───── Data for this exercise ─────

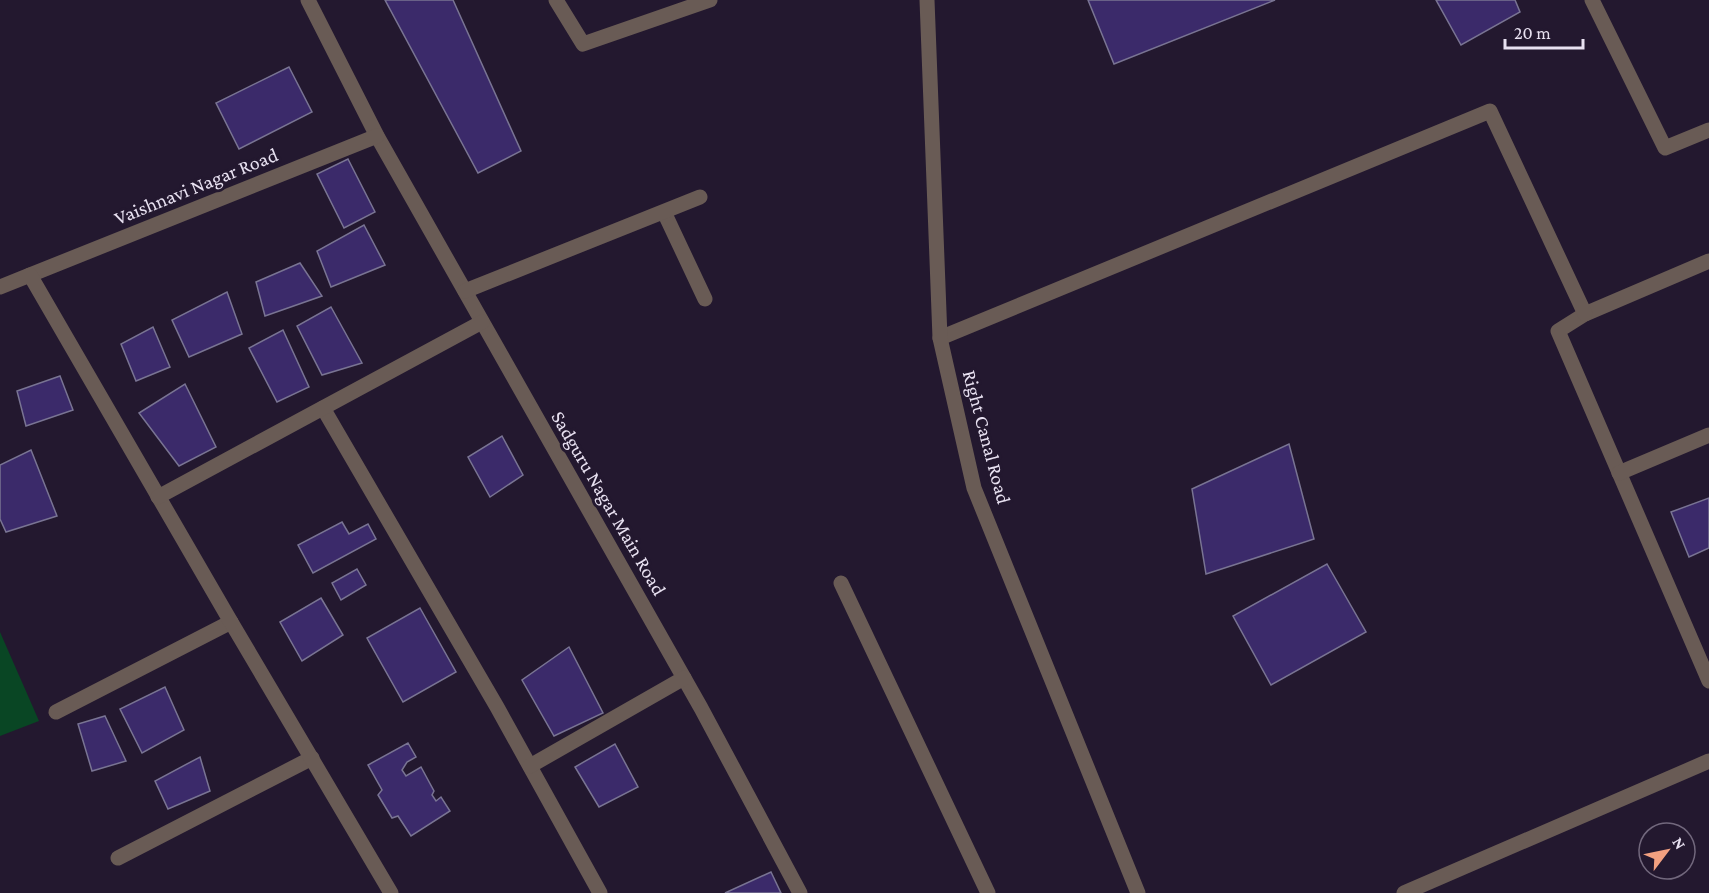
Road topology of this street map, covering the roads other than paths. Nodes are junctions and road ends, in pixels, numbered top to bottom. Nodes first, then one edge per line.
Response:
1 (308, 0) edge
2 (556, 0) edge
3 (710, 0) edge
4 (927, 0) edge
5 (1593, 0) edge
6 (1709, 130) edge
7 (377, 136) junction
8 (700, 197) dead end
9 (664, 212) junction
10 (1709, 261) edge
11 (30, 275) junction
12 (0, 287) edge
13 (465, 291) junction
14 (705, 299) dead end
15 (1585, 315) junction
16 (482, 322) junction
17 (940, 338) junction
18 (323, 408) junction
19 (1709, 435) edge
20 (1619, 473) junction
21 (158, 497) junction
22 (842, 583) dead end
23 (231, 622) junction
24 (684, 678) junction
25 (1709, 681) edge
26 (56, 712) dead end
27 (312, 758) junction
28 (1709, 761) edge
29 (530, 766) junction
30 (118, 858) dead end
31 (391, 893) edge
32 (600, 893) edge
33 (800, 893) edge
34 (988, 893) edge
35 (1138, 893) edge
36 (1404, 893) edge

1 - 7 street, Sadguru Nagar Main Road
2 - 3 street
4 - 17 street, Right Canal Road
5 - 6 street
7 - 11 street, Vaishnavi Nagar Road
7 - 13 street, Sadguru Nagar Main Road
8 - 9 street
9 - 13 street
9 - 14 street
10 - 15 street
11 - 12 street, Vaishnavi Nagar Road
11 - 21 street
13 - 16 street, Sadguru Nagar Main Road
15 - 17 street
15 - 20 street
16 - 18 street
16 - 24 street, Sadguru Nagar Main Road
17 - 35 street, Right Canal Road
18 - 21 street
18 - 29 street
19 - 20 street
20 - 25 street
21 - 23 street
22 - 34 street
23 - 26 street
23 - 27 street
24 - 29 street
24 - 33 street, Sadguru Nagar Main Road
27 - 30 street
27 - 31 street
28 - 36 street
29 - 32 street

─────

### What to do
Go through the records and show every line with the string "dead" in it.

### Response area
8 (700, 197) dead end
14 (705, 299) dead end
22 (842, 583) dead end
26 (56, 712) dead end
30 (118, 858) dead end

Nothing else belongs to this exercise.